Dr. A.P.J. Abdul Kalam Technical University
- Former names: Uttar Pradesh Technical University; Gautam Buddh Technical University; Mahamaya Technical University;
- Motto in English: Excellence in action is yoga
- Type: State Government University
- Established: 26 July 2000 (26 years ago)
- Accreditation: National Assessment and Accreditation Council (NAAC A)
- Affiliations: UGC, AICTE
- Chancellor: Governor of Uttar Pradesh
- Vice-Chancellor: J. P. Pandey
- Location: Lucknow, Uttar Pradesh, India 26°56′39″N 80°56′23″E﻿ / ﻿26.9443029°N 80.9396275°E
- Campus: Urban;
- Language: English, Hindi
- Website: aktu.ac.in

= Dr. A. P. J. Abdul Kalam Technical University, Lucknow =

State government university in India

Dr. A.P.J. Abdul Kalam Technical University (AKTU), before 2015 known as the Uttar Pradesh Technical University (UPTU), is a public collegiate university in Lucknow, Uttar Pradesh, India. It was established as the Uttar Pradesh Technical University through the Government of Uttar Pradesh on 8 May 2000. To reduce workload and to ensure proper management, the university was bifurcated into separate universities, Gautam Buddh Technical University (GBTU) and Mahamaya Technical University (MTU), with effect from 1 May 2010. In 2013, as a new government came into power, the university was formed again by combining the two on 5 January 2013.
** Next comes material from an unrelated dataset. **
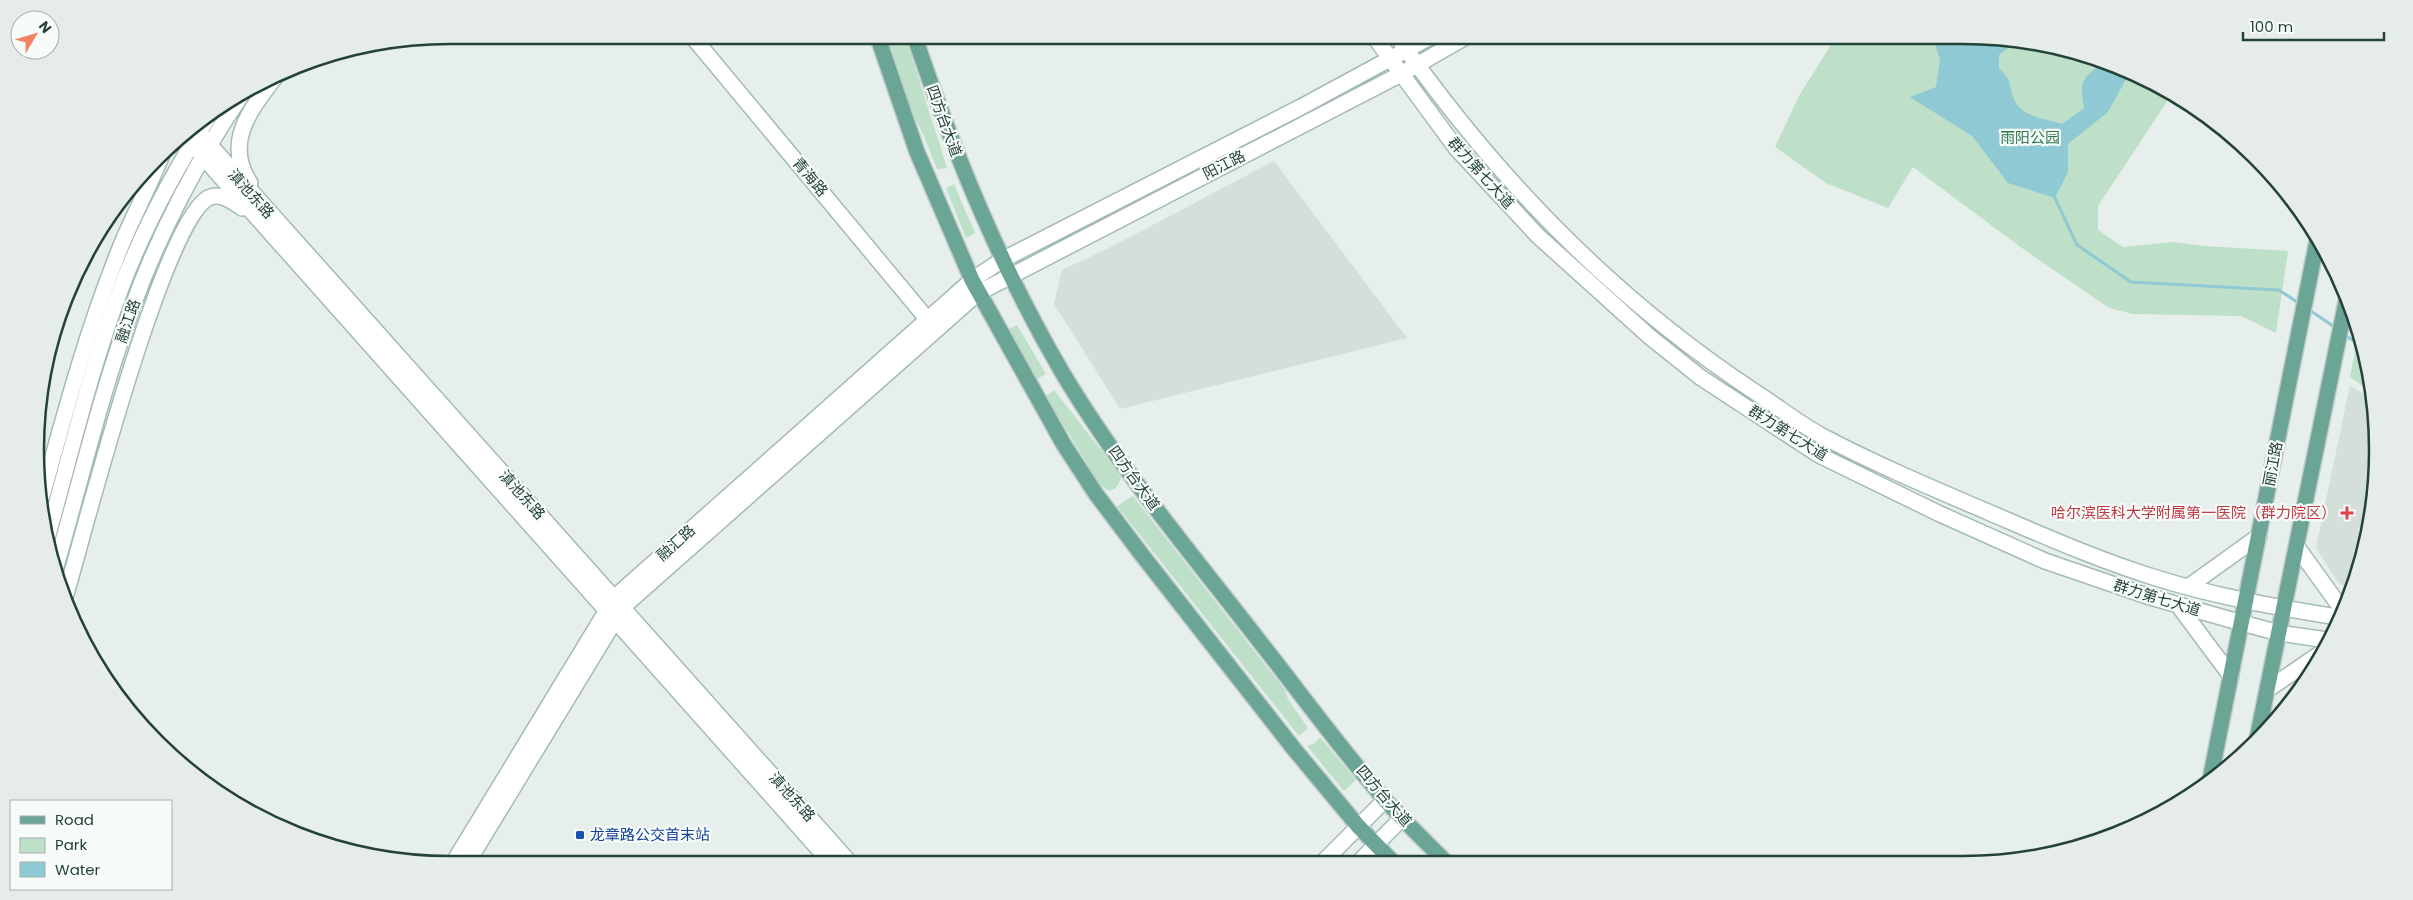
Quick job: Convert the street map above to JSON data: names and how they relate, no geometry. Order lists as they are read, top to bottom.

It is an affiliating university, with approximately 800 colleges affiliated to it. The university was earlier on the IET Lucknow campus. Now it is in its newly inaugurated campus in Jankipuram, Lucknow. Additionally, the university had a Centre and Regional Office in Noida, Uttar Pradesh.

==History==
Dr. A.P.J. Abdul Kalam Technical University, Lucknow formerly known as Uttar Pradesh Technical University (UPTU), was established by the government of Uttar Pradesh on 8 May 2000 (Act No. 1248 (2)XVII-V-I-I-19-2000 Uttar Pradesh Adhiniyam Sankhya 23 of 2000). Under the University Act, 'Technical Education' includes programmes of education, research, and training in engineering, technology, architecture, town planning, pharmacy, applied arts and crafts, and such other programmes and areas that the central government may declare by notification in the Gazette in consultation with All India Council for Technical Education (AICTE).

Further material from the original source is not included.